Referendum du Brexit ou élection de Donald Trump à l’appui, François Fillon a régulièrement prévenu : « méfiez-vous des scénarios écrits d’avance ». Un sondage réalisé par l’institut Kantar Public pour le quotidien La Croix révèle un taux de confiance historiquement bas des Français en leurs médias. Moins d'un Français sur deux fait confiance aux journaux (44%, le plus bas niveau depuis 2003) et à la télévision (41%, le pire score depuis 1987).La radio reste le seul média crédible pour une majorité des sondés (52%) mais le niveau de confiance recule de 3 points en un an. Quant à internet, seul un quart (26%) lui fait confiance. « Les fillonistes jouent sur cette défiance des médias. Mais ce ne sont pas les premiers à le faire, Marine Le Pen, François Bayrou ou encore Jean-Luc Mélenchon l’ont fait également »  note Christian Delporte.. Une stratégie à haut risque dans une campagne électorale selon un autre ex-Premier ministre, Dominique De Villepin. « En temps normal, il aurait tout le loisir de se poser en victime et de se plaindre.

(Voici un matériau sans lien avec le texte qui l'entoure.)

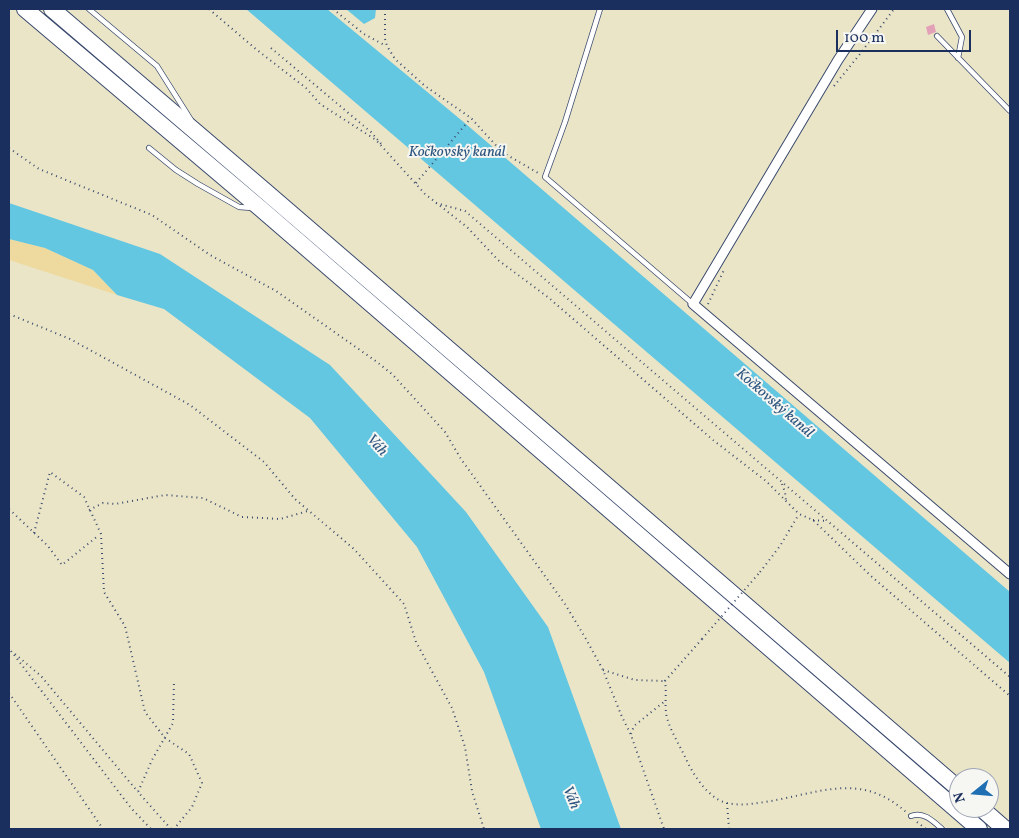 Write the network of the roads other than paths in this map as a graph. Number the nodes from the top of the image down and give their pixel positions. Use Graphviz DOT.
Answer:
graph roads {
  1 [pos="25,9"];
  2 [pos="52,9"];
  3 [pos="89,9"];
  4 [pos="600,9"];
  5 [pos="872,9"];
  6 [pos="947,9"];
  7 [pos="937,36"];
  8 [pos="958,58"];
  9 [pos="1010,111"];
  10 [pos="201,136"];
  11 [pos="149,148"];
  12 [pos="260,208"];
  13 [pos="693,304"];
  14 [pos="1010,574"];
  15 [pos="949,780"];
  16 [pos="910,816"];
  17 [pos="992,818"];
  18 [pos="942,829"];
  19 [pos="979,829"];
  20 [pos="1005,829"];
  1 -- 12 [label="highway"];
  2 -- 10 [label="highway"];
  3 -- 10 [label="lane"];
  4 -- 13 [label="lane"];
  5 -- 13 [label="street"];
  6 -- 8 [label="lane"];
  7 -- 8 [label="lane"];
  8 -- 9 [label="lane"];
  10 -- 15 [label="highway"];
  11 -- 12 [label="lane"];
  12 -- 19 [label="highway"];
  13 -- 14 [label="street"];
  16 -- 18 [label="lane"];
  17 -- 20 [label="highway"];
}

En l'occurrence, ce qui lui fait le plus défaut, c'est le temps. On ne peut pas mener un combat personnel dans une époque accélérée qu'est le temps présidentiel » a-t-il estimé à  Yahoo! et SciencePo TV.

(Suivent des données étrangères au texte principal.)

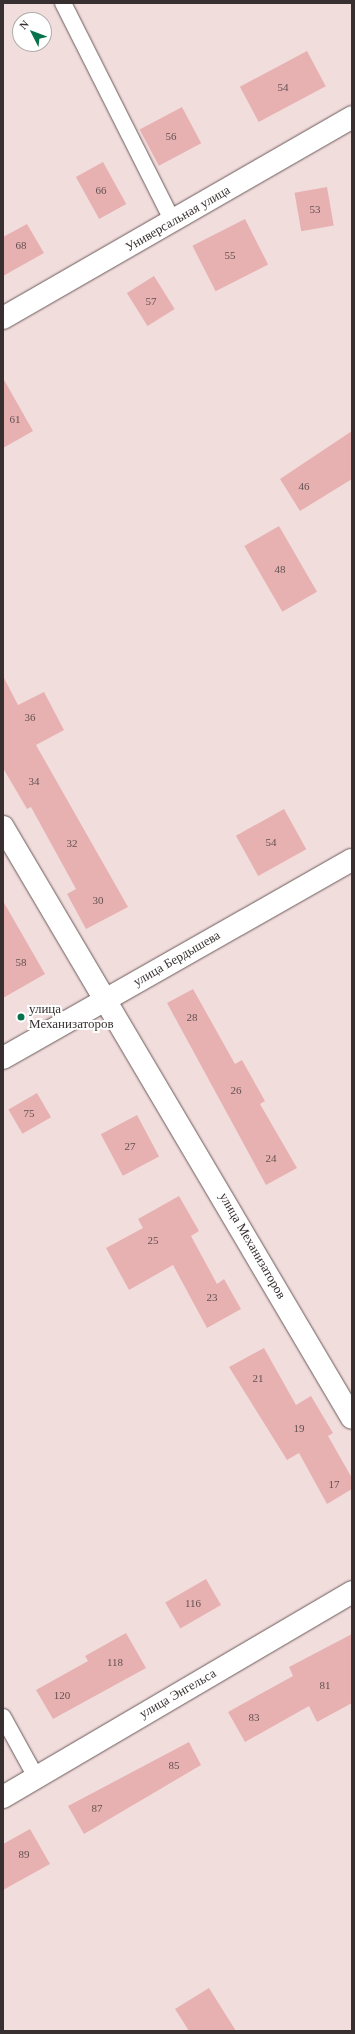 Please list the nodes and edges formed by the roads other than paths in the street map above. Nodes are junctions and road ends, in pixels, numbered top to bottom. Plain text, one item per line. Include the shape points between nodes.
1 (63, 3) edge
2 (352, 117) edge
3 (173, 222) junction
4 (3, 318) edge
5 (3, 827) edge
6 (352, 860) edge
7 (107, 999) junction
8 (3, 1058) edge
9 (352, 1418) edge
10 (352, 1592) edge
11 (3, 1716) edge
12 (36, 1777) junction
13 (3, 1797) edge

1 - 3 lane
2 - 3 street, Универсальная улица
3 - 4 street, Универсальная улица
5 - 7 street, улица Механизаторов
6 - 7 street, улица Бердышева
7 - 8 street, улица Бердышева
7 - 9 street, улица Механизаторов
10 - 12 street, улица Энгельса
11 - 12 lane
12 - 13 street, улица Энгельса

Depuis le premier article du Canard Enchainé, d’autres médias comme le Monde et Médiapart ont également enquêté sur les supposés emplois fictifs de la femme et des enfants de François Fillon. Et  chaque révélation a entrainé des débats sur les plateaux TV. Ce qui fait dire à François Fillon lors de sa conférence de presse lundi que l’opinion des Français était « liée à des dizaines d'heures de plateau de télévision où l'on voit des dizaines d'experts parler du travail des attachés parlementaires ». La journaliste de BFM TV, Ruth Elkrief, a provoqué l’émoi de nombreux Internautes en qualifiant la séquence actuelle de « dictature de la transparence » ou encore de «  poison lent qui influe sur l’élection  ».

« Les insultes ont entrainé chez moi une forme d’autocensure »

 De quoi alimenter une dichotomie classique dans le monde journalistique : journaliste d’enquête défenseur du IVème pouvoir contre journalistes de complaisance, défenseurs de l’ordre établi. Une opposition que réfute Isabelle Veyrat Masson, directrice de recherche au CNRS, spécialiste de communication médiatique. « J’ai moi-même été insultée sur les réseaux sociaux après avoir pris position sur ce sujet sur un plateau TV. Cela a entrainé chez moi une forme d’autocensure. On peut dire que la riposte de François Fillon a eu pour effet de modérer  les commentaires de gens qui travaillent dans les médias. Et en même temps, elle a donné envie aux journalistes de continuer dans leur enquête, dans la recherche d’information » observe-t-elle avant d’ajouter : « cette idée de lynchage médiatique est fausse. Le niveau d’agressivité ne vient pas du monde médiatique. Les attaques les plus violentes viennent des politiques eux-mêmes à l’image de François Bayrou, ce matin ». (voir la vidéo ci-dessus)

Dans l’hypothèse où François Fillon serait mis en examen dans les prochaines semaines, Isabelle Veyrat Masson estime qu’une « nouvelle guerre commencera ». « On posera la question de savoir si le pouvoir politique doit se plier au pouvoir judicaire » prédit-telle. Une « guerre » qui a déjà un peu commencé.